Perhaps before we go any further into this discussion, we should begin to define our terms. Principally, what is “importance” when it comes to music?

Written By

Molly Sheridan

Now that we’ve settled into our redesigned site and are no longer tripping over the furniture (who put that chair there?!), it’s time to heat up “Chatter.” Probably the coolest part of working on NewMusicBox (after the free concert tickets, of course) revolves around the heated yet friendly debates that Frank, Randy, and I fall into almost every day. Most of these conversations end up evolving into the stories and interviews you read here, but this week we’re taking the debate in a slightly different direction.

Perhaps before we go any further into this discussion, we should begin to define our terms. Principally, what is “importance” when it comes to music? How is it judged? Is it popularity, range of influence, intellectual brilliance? And who decides?
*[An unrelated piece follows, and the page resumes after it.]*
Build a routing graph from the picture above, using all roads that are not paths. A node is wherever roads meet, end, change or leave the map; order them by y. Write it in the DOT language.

In the “Who Would Win: Tenney or Cobain?” game we’re playing at here, Cobain arguably wins by a landslide on the first two, and Rolling Stone and the Billboard charts decided. [I’ll leave any discussion as to the intellectual merits of dada lyrics and droning “hello” sixteen times as a chorus for later, but I am seduced by it.] Following Cobain’s suicide, the jury came back and confirmed:

Two days after Kurt Cobain’s body was found about 5,000 people gathered in Seattle for a candlelight vigil. The distraught crowd filled the air with profane chants, burnt their flannel shirts and fought with police. They also listened to a tape made by Cobain’s wife in which she read from his suicide note. Several distressed teenagers in the U.S. and Australia killed themselves.
www.burntout.com/kurt/biography

Clearly Cobain’s music was of great consequence to many ears. What most sticks out at me from Frank’s post, however, is his immediate move to look for this importance (or lack of) regarding “Smells Like Teen Spirit” in terms of its chord structure. I had a friend who would point ecstatically at the car radio when his favorite pop tunes came on and deconstruct them like a theory exercise. For me, it was a most disheartening scene to witness.
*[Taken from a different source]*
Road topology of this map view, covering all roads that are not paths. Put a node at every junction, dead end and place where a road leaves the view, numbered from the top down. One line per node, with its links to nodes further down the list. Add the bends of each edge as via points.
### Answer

Cobain is not important because he achieved anything like a discernible tone row. But his “genius,” if you will, was in mesmerizing ears with intense lyrics and a tune that hooked deep. He is arguably an icon only because he was a suicide, but he was musically important because of his influence on an entire social strata and a line of influential bands that followed like Korn and Green Day. James Tenney is also an influence, but to a much more tightly defined demographic. It’s not all about the numbers, but if we’re speaking of “importance,” scope and depth must come into play at some point. In a way, it’s unfair. Cobain in many ways was just riding the tidal wave that picked him up, and Tenney has not placed himself in the way of one.

On a more micro level, musicians bring my ears different things. Tenney’s music brings me intellectual amusement on par with completing a crossword puzzle. Cobain’s takes me back to a high school friend’s basement and a whole world of memories. Which is more “important” on that level would be impossible for me to define—like trying to live with only your head or just your heart.